Trois jours plus tard, le 23 avril, François Montlibert abandonne la part de succession échue à son épouse Anne Marie Saint-Mard, nièce de Jean-François Joannes [16]. Il se porte fort pour son beau-frère absent, Jean-Joseph Saint-Mard, cavalier dans les armées de Napoléons Ier.

Jean-Baptiste Saint-Mard qui a accepté la transaction devra payer toutes les charges et dettes du défunt. À l’échéance de la vente des effets du défunt, l’abandonnant et son frère recevront chacun une livre tournois pour leur part de la succession de dom Ambroise Joannes [17] à la décharge du sieur Machurai de Cobreville, et en sus 64 francs.

Le 30 avril, Jean-Baptiste Saint-Mard signe un accord avec Pierre Antoine Machuray de Cobreville et Maximilien François de Livarchamps, ce dernier agissant en son nom et pour son père [18]. En sa qualité d’héritier de François Joannes, Jean-Baptiste Saint-Mard doit payer 220 écus pour coûts des fermages restant dus. Il doit aussi « remettre à Machuray le billet de 85 Louis que dom Ambroise Joannes lui avait fait avance » et donner 70 cens à François de Livarchamps à sa décharge.

À la vue des actes, nous pouvons conclure que Jean-Baptiste Saint-Mard avait suffisamment de moyens financiers pour courir le risque d’une succession déficitaire.

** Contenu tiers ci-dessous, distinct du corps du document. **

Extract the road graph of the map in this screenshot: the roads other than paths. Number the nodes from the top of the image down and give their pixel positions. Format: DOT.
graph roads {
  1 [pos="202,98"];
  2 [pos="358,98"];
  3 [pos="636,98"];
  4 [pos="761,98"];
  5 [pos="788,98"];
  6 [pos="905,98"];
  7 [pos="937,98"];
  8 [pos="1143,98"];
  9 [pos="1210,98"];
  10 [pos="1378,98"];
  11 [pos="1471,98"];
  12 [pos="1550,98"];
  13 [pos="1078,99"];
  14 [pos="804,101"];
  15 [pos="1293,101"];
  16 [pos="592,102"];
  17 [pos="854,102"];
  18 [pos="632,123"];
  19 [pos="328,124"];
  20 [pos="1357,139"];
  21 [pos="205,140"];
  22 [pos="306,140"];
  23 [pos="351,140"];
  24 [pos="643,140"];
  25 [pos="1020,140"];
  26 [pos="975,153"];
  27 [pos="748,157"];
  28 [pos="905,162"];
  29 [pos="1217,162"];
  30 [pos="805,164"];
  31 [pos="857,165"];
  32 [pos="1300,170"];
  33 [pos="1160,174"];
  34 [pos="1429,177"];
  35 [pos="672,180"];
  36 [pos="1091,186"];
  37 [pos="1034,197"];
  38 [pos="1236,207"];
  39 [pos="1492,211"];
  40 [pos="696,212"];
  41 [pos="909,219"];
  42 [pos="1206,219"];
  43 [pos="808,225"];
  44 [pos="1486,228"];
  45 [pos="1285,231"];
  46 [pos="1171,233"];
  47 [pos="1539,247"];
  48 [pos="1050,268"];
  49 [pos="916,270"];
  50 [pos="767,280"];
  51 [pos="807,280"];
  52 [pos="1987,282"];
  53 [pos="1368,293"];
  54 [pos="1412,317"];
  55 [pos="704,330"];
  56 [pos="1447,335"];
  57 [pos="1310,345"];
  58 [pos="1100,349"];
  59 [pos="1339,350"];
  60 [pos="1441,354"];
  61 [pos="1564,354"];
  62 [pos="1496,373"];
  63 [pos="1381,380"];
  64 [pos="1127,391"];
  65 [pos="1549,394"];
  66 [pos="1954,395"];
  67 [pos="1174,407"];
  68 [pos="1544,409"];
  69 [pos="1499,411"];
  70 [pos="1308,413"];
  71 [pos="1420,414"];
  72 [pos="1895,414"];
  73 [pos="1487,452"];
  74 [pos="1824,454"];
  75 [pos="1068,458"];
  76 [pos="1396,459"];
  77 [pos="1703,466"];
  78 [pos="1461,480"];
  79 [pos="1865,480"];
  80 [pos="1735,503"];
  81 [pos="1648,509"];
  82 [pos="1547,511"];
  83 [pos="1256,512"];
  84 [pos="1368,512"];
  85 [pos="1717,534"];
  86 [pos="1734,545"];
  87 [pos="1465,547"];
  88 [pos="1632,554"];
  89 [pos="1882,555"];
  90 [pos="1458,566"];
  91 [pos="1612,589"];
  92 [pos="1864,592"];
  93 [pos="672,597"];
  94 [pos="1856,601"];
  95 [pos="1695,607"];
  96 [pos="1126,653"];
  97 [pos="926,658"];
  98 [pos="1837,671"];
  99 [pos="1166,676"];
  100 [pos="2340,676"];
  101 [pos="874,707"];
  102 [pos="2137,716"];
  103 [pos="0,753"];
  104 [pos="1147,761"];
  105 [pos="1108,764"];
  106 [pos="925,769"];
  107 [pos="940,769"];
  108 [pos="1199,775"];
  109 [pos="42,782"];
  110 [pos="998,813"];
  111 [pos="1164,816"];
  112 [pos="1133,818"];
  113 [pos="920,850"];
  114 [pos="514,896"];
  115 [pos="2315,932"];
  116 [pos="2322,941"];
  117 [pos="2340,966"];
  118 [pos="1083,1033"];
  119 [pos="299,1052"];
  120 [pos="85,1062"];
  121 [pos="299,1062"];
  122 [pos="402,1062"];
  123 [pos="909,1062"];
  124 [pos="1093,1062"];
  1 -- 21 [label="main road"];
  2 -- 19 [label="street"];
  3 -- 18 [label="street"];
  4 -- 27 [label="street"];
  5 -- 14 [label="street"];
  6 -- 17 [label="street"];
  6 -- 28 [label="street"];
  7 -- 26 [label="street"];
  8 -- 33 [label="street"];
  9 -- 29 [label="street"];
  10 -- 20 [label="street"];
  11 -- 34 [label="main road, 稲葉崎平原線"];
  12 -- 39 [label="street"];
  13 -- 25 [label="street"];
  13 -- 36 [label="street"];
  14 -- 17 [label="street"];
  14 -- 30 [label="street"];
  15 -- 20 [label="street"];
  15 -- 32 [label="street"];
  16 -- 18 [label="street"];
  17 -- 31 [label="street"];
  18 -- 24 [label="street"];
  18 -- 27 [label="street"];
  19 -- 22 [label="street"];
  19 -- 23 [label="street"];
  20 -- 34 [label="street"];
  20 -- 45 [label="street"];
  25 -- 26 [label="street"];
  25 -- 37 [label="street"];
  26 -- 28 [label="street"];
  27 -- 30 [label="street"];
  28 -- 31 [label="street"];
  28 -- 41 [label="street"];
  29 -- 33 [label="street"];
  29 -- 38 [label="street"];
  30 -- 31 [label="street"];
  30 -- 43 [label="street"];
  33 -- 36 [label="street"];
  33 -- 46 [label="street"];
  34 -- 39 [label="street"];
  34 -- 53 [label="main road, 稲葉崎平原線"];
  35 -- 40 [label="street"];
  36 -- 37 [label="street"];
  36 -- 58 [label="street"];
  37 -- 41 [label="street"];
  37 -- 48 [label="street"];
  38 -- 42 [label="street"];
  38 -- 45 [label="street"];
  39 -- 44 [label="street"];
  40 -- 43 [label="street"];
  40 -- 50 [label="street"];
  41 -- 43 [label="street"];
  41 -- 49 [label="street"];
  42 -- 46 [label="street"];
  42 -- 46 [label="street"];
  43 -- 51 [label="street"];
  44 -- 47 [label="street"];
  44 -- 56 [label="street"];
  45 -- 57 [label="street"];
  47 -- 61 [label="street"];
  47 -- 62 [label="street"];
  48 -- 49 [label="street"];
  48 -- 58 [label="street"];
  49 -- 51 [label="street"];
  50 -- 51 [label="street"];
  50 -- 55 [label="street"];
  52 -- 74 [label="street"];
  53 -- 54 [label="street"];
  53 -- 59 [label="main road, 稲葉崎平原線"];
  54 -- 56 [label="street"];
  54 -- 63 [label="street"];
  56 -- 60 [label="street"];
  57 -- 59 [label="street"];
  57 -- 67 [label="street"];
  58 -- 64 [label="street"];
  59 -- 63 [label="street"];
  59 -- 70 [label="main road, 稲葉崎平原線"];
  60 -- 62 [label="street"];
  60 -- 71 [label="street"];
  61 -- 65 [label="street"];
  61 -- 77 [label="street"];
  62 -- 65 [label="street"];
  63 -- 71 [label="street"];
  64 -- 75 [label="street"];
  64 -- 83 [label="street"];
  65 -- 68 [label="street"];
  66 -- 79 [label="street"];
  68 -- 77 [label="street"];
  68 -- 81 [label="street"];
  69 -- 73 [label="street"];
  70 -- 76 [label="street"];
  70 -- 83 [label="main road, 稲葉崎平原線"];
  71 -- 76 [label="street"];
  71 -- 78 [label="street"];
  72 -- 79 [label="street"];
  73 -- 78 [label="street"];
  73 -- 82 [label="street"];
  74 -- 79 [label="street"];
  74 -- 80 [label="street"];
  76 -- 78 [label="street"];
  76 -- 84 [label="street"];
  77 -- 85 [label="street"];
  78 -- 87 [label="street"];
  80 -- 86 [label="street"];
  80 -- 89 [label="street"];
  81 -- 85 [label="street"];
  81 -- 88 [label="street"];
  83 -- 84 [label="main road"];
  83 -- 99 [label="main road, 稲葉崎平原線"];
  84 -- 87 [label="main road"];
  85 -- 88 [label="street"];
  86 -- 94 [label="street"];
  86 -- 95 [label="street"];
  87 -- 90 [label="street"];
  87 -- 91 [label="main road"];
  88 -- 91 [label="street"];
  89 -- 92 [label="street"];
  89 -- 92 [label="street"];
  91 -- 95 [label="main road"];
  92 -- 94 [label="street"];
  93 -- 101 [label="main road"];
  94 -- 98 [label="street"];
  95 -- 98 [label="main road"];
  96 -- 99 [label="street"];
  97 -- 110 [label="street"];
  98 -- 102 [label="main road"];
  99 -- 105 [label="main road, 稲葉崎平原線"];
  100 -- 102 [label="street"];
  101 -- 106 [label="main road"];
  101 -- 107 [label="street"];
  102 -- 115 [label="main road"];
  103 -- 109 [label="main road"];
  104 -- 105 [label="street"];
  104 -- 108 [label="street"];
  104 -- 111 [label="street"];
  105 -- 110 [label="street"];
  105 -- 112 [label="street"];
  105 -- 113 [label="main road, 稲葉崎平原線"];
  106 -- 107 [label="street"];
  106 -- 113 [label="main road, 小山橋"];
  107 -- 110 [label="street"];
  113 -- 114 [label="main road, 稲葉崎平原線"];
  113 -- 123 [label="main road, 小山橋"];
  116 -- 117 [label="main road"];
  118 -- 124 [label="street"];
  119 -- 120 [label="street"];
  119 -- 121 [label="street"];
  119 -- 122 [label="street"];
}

Du 27 au 29 avril 1806, la vente publique liquide les meubles et effets délaissés par Jean-François Joannes. Les covendeurs sont Jean-Baptiste St Mard, Pierre Joseph Simon et Pierre Simon, tous les trois de Dampicourt. La vente comprend cinquante-quatre articles, dont trois chevaux, sept juments, un poulain, quatre vaches, un veau, deux bœufs, deux porcs, douze poules et un coq [19]. Elle rapporte la somme de deux mil deux cent six francs et quinze centimes. La somme permit certainement de couvrir les dettes de Jean-François Joannes et les différentes charges liées à cette succession. Jean-Baptiste St Mard est fort probablement rentré dans ses frais.

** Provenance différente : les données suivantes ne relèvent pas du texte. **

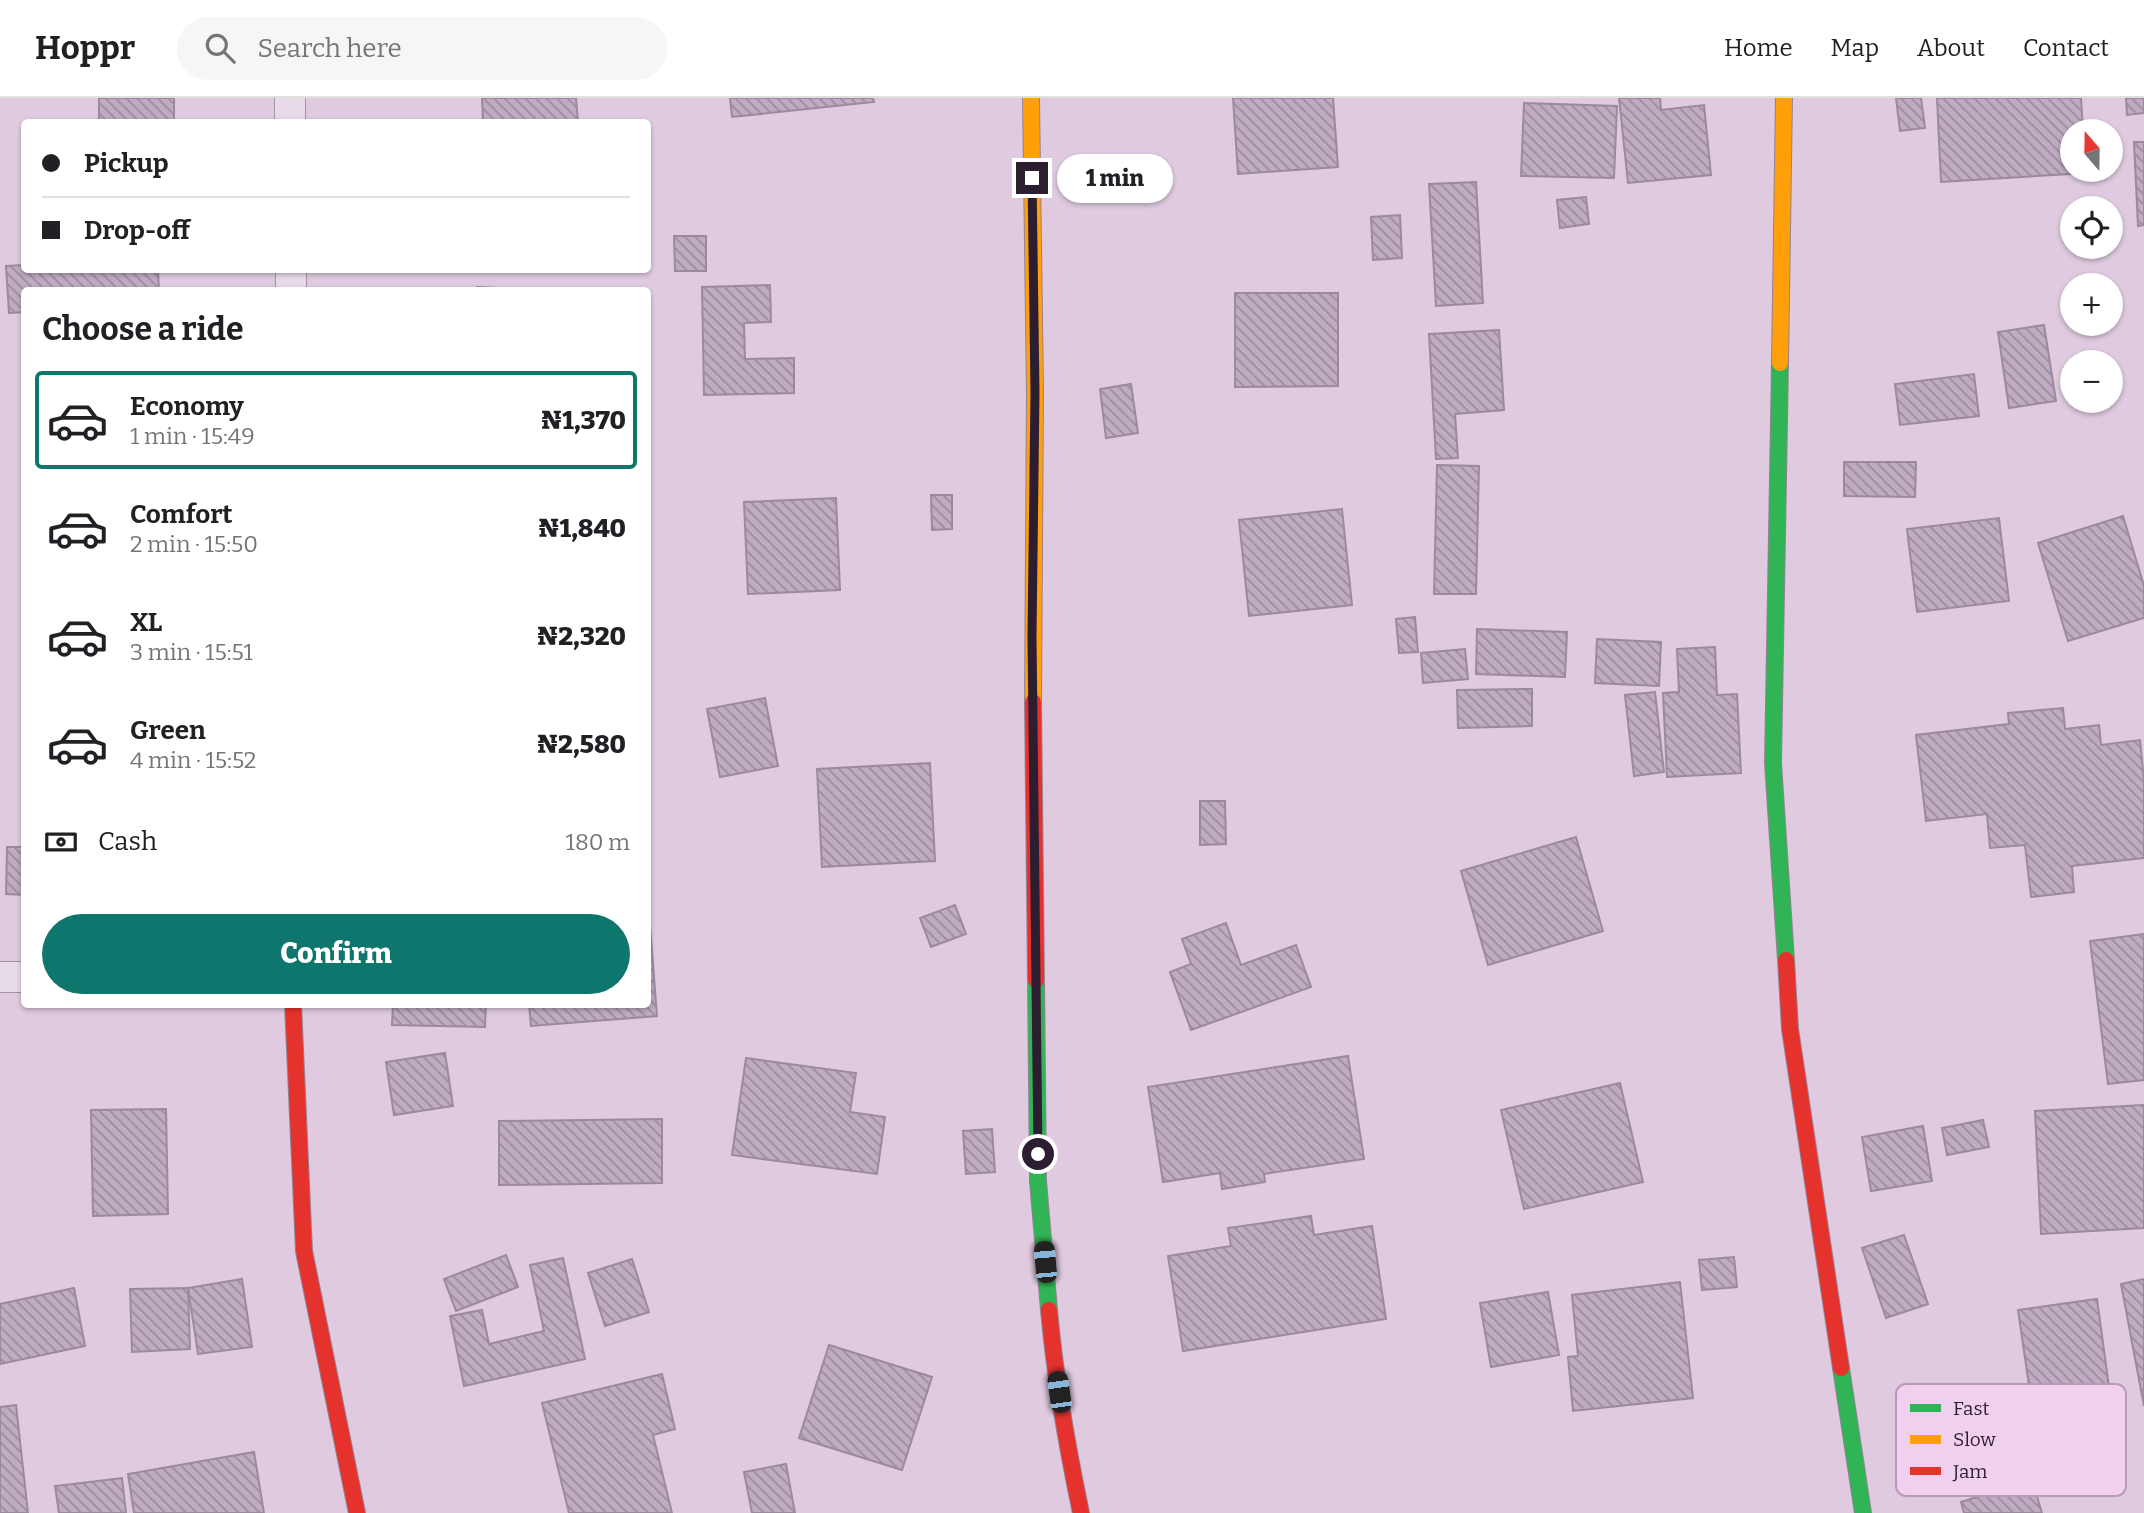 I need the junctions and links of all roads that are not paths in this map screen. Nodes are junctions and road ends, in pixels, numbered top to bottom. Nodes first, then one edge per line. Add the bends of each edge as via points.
1 (290, 98) edge
2 (1031, 98) edge
3 (1784, 98) edge
4 (290, 119) edge
5 (0, 977) edge
6 (21, 977) edge
7 (293, 1008) edge
8 (357, 1513) edge
9 (1081, 1513) edge
10 (1863, 1513) edge

1 - 4 street
2 - 9 street via 1038,1181 1052,1344
3 - 10 street via 1773,763 1790,1029
5 - 6 street
7 - 8 street via 303,1251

Dans les archives familiales, nous trouvons un dernier acte daté du 27 juillet 1806, et fait à Épiez [20]. Il concerne les héritiers et cohéritiers de François Joannes, cultivateur, laboureur et syndic à Épiez. Il s’agit du François Joannes, né le jeudi 11 mars 1717 à Dampicourt, fils légitime de Pierre Joannes, et de Marguerite Picard. Il est le demi-frère Jean-François Joannes de Dampicourt dont nous venons de parler. De son union avec Marie Barbe Genin naquirent cinq enfants. De sa seconde épouse, Marguerite Gaveroy, il en a eu six.

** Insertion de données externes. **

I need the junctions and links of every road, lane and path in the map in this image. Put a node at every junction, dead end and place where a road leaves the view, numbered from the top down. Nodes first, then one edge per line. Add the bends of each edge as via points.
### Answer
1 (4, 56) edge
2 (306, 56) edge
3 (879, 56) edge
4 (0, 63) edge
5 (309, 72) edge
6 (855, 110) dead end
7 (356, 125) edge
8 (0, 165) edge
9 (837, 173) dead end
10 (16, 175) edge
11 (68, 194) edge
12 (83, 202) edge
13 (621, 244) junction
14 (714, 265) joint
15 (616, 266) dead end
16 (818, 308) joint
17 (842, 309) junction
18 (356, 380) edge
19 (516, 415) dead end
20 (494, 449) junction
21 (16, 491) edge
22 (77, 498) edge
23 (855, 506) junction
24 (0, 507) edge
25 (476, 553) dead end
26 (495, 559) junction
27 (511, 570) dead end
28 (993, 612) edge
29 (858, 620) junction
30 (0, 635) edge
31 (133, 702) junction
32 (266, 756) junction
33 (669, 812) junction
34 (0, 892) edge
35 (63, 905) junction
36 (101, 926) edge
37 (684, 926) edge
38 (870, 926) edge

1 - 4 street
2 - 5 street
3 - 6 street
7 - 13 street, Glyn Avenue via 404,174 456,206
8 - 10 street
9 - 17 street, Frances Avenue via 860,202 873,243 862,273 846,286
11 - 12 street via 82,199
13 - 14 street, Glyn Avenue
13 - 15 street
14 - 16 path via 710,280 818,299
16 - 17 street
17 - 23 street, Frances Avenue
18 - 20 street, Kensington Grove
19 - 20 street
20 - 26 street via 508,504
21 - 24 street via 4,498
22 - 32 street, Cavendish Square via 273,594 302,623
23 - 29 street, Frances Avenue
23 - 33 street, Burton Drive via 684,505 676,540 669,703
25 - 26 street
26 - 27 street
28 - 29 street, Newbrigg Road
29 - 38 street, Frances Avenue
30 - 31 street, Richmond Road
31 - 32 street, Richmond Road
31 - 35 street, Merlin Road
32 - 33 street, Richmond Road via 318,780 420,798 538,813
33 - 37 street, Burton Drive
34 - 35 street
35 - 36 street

Il est décédé le lundi 10 septembre 1804, à l’âge de 87 ans, à Epiez-sur-Chiers.

Établir les liens familiaux entre les héritiers de François et les cohéritiers descendants de Pierre Joannes et Jeanne Gravet reste un problème. Nicolas Joseph Joannes, Nicolas Joseph Joannes le jeune, Pierre Joseph Simon, Jean Franchet et Jean-Baptiste Saint-Mard font partie de la descendance de Pierre Joannes (naturellement ou par alliance).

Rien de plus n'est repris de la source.